Seria skupia się na Isaki i Gancie, dwójce, która chodzi do jednej klasy w liceum. Oboje cierpią na insomnie, która czyni ich ospałymi i poddenerwowanymi w trakcie dnia. Kiedy uświadamiają sobie, że wspólna obecność ułatwia im drzemkę w środku zajęć, to postanawiają spędzać wspólnie nocny czas na wędrówkach po mieście.

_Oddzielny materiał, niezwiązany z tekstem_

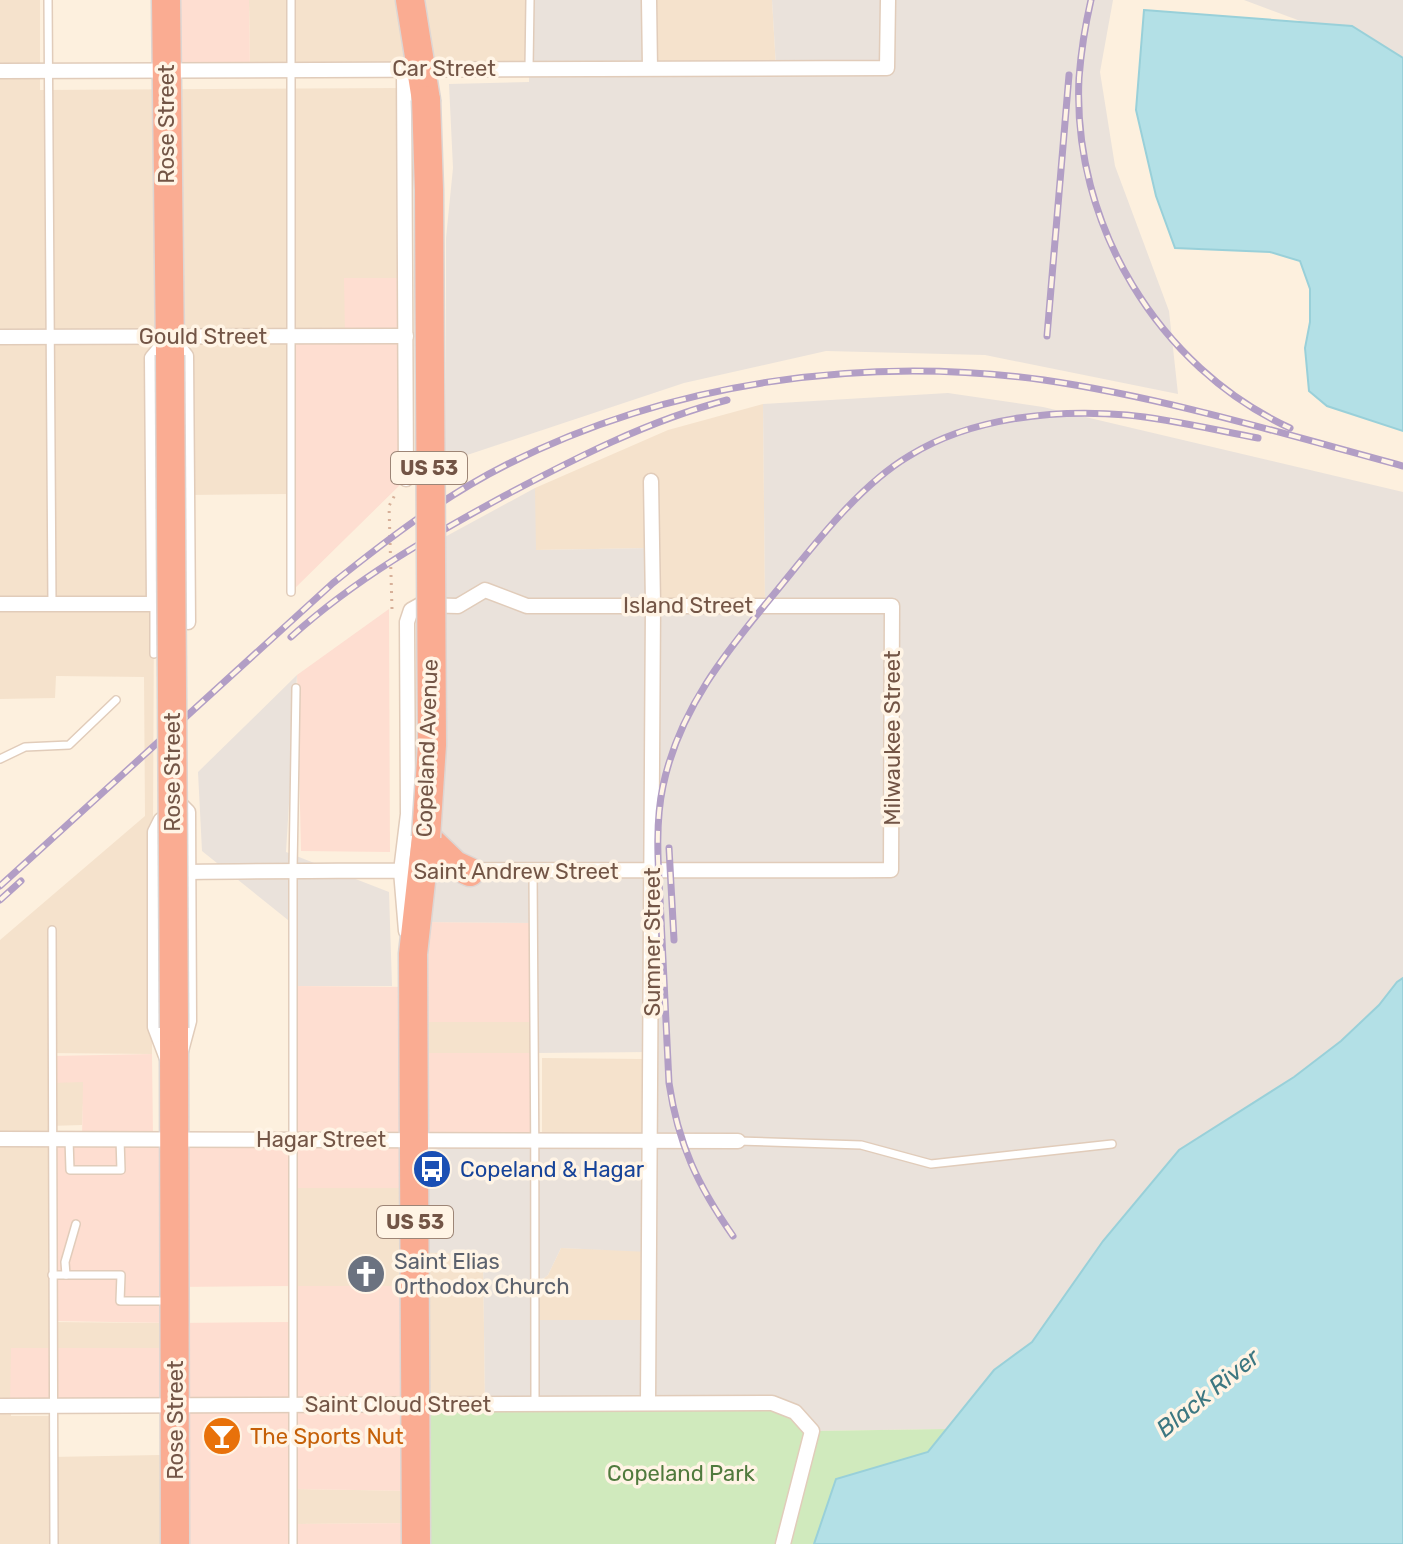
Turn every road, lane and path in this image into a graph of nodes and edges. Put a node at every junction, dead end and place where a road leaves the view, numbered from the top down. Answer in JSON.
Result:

Podoba mi się przede wszystkim powolne budowanie relacji i realistyczne podejście do problemu. Na plus są także kwestie audiowizualne, szczególnie przedstawienie miejskiej panoramy nocą. Dodając do tego indywidualną kwestię utożsamienia się z trudnością w zasypianiu (sam nie cierpię na insomnie, ale znam uczucie nie możności zapadnięcia w sen mimo prób) to anime wydaje się mieć naprawdę duży potencjał. A jeśli was nie przekona, macie jeszcze Skip to Loafer (dziewczyna ze wsi przenosi się do miasta, świetne postaci poboczne, bardziej komedio-romans) i The Dangers in My Heart (które może być świetne, gdy protagonista porzuci swoje edgy zachowania, a ponoć według fanów mangi nastąpi to dość szybko). Jak więc widać fani i fanki romansu nie mają na co narzekać.
Cała reszta
Generalnie brakuje tu największej premiery, czyli Oshi no Ko, 90-minutowy pierwszy odcinek od Dogga Kobbo, który obejmuje cały pierwszy ark, ochy i achy z internetu i nieobecność sposób legalny na żadnych platformach w Europie (jeeeej).
Cała masa kontynuacji z dobrymi shouenami na czele Dr. Stone: New World i Demon Slayer: Kimetsu no Yaiba Swordsmith Village Arc (świat znów będzie zachwycał się animacją od Ufotable). Wrócą również bardziej baśniowe serie: Ranking of Kings: The Treasure Chest of Courage i kochane przeze mnie The Ancient Magus’ Bride. Dużym zawodem są dla mnie natomiast isekaie, praktycznie żadna nowa produkcja o przeniesieniu do innego świata nie sprawuje się dobrze nawet jako seans do wyłącznie mózgu.
A Wy co ciekawego oglądacie, czy jakimś cudem tęsknice za zimowymi produkcjami, czy cieszycie się z potencjału wiosennego sezonu? Tak czy inaczej, miłego oglądańska i dobrej zabawy w odkrywaniu produkcji dla siebie. Mam nadzieję, że przynajmniej trochę ta lista Wam w tym pomoże.